La televisión estatal mostró a miles de personas en el centro de Damasco con retratos de Asad y banderas de Siria, Rusia y China.
Moscú y Pekín no se han aliado con las naciones occidentales para apoyar un plan de la Liga Arabe que exige la renuncia del presidente.
«Sacrificamos nuestra sangre y nuestras almas por ti, Bashar», gritaba la multitud.
La televisión transmitió marchas en numerosas ciudades, incluyendo en Derá, cerca de la frontera con Jordania, que fue el epicentro del movimiento original de protesta el año pasado, pero ahora está colmado de fuerzas de seguridad apoyadas por tanques.
Choques
No hubo imágenes de las tres ciudades donde ocurrieron algunos de los peores episodios de violencia el año pasado: Homs, Idlib y Hama. Residentes locales reportaron choques esporádicos en varios lugares.
«El Ejército está intensificando su ataque en pueblos rebeldes y disparando en áreas que intentan conducir protestas (contra Asad)», dijo un residente de Idlib que pidió no ser identificado por temor a represalias.
Una misión conjunta de personal sirio, de la ONU
y de la Organización de Cooperación Islámica comenzará a visitar localidades este fin de semana para evaluar la situación humanitaria, dijo la jefa de Derechos Humanos de la ONU, Valerie Amos.
La misión estará encabezada por el Gobierno sirio y el equipo «reunirá información sobre la situación humanitaria en general y observará de primera mano las condiciones en varios pueblos y ciudades», precisó Amos en un comunicado.
El equipo se desplazará a Homs, Hama, Tartous, Latakia, Aleppo, las áreas rurales de Damasco, Derá y otros pueblos.
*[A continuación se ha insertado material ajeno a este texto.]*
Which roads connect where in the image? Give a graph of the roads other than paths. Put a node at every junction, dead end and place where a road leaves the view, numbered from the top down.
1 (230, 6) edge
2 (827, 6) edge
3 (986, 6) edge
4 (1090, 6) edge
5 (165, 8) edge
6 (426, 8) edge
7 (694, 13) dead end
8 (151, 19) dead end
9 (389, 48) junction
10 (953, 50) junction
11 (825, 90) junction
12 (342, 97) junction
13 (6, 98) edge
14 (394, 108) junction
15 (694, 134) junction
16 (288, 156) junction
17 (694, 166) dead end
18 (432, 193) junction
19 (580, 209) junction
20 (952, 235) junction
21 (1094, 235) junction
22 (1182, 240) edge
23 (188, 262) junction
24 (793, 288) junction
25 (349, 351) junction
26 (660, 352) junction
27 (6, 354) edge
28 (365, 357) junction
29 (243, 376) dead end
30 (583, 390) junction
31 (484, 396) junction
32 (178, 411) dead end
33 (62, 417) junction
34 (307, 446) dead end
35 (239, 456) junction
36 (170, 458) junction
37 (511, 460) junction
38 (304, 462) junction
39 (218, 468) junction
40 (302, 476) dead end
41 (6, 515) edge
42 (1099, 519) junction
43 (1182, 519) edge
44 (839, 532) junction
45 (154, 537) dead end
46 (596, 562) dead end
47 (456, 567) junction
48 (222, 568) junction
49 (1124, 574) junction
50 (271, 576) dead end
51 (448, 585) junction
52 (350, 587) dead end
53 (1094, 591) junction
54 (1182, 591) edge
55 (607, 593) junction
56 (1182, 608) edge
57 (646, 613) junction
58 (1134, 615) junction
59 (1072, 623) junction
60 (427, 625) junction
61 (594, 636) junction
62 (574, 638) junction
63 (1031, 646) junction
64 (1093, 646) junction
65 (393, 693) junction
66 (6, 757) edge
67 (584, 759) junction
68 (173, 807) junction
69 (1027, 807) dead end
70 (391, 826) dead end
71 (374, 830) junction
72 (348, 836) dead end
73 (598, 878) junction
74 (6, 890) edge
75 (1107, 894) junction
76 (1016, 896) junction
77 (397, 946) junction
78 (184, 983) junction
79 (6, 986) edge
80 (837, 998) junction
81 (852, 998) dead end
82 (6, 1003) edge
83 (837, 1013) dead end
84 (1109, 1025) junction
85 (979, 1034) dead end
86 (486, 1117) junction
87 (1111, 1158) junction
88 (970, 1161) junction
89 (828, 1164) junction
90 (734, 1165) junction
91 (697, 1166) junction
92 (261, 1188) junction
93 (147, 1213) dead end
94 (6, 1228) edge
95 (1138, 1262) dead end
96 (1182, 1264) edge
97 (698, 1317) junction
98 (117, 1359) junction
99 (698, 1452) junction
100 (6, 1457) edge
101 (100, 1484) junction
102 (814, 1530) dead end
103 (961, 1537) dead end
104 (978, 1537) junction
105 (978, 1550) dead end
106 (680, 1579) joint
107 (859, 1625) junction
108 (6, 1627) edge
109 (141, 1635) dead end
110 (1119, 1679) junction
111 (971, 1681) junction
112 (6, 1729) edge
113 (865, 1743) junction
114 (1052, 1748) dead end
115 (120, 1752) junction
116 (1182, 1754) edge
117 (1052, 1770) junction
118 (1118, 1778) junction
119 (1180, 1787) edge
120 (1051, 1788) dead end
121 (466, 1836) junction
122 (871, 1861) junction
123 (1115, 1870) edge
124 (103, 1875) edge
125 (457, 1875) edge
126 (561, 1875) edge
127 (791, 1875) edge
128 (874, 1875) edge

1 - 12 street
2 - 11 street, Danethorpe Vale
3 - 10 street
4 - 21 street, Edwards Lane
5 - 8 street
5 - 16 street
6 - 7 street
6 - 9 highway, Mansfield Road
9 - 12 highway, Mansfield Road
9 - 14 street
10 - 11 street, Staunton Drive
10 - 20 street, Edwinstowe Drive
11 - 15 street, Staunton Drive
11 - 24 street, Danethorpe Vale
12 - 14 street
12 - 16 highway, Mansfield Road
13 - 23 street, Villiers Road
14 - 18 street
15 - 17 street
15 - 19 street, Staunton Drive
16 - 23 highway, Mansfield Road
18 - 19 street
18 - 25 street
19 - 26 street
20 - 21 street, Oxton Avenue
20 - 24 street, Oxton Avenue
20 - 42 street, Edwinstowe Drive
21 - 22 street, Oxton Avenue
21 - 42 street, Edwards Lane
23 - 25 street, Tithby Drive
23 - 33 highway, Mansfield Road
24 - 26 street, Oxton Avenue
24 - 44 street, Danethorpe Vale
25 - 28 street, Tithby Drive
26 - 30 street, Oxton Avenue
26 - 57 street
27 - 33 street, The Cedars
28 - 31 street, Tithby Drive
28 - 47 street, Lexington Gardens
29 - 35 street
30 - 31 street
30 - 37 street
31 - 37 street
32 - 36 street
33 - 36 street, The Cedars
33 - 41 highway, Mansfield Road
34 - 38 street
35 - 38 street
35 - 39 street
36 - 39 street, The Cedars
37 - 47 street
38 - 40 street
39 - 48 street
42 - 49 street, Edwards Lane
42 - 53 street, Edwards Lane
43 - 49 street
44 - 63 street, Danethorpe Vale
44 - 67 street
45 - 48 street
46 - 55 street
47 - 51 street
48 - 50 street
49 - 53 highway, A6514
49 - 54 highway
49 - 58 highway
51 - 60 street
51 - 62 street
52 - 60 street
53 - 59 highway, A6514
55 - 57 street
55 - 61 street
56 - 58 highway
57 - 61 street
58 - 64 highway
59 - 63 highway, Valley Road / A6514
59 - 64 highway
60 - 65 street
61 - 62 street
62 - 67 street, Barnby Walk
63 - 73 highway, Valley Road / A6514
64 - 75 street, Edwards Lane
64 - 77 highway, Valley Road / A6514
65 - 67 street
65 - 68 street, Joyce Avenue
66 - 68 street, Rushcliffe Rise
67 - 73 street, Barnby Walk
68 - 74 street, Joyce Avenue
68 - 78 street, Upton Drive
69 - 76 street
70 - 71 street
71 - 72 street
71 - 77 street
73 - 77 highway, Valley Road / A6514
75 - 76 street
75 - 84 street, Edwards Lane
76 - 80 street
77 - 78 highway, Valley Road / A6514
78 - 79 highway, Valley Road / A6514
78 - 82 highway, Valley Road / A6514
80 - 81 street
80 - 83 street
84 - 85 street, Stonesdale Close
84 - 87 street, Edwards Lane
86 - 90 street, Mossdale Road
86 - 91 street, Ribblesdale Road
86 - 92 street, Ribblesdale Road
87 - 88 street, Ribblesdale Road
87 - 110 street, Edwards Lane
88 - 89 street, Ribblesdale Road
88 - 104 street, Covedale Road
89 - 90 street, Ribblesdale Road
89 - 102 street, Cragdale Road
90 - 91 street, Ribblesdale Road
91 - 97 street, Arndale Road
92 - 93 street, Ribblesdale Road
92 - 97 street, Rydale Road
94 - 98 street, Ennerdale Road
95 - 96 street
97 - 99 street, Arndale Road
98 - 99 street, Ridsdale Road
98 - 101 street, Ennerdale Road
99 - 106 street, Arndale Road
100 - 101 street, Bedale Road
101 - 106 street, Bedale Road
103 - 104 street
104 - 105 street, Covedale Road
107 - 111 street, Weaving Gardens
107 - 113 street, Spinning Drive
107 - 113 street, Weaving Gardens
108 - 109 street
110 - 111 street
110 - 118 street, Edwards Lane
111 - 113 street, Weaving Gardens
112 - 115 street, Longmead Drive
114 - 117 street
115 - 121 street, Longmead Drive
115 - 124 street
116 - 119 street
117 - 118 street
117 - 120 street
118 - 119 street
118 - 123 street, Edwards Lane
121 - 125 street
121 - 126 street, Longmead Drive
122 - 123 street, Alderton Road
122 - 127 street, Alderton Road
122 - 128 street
El enviado de Naciones Unidas y de la Liga Árabe, Kofi Annan, debe entregar un reporte al Consejo de Seguridad de Naciones Unidas acerca de sus esfuerzos de mediación, mientras sigue en contacto con Damasco a pesar de las pocas expectativas de los diplomáticos occidentales.
«La puerta del diálogo aún está abierta. Aún estamos discutiendo con Damasco sobre las propuestas del señor Annan», dijo su portavoz Ahmad Fawzi en Ginebra.
Annan habló por teléfono con el canciller sirio, Walid al-Moualem, y con funcionarios de estado «con influencia», explicó el portavoz, pero declinó dar otros detalles.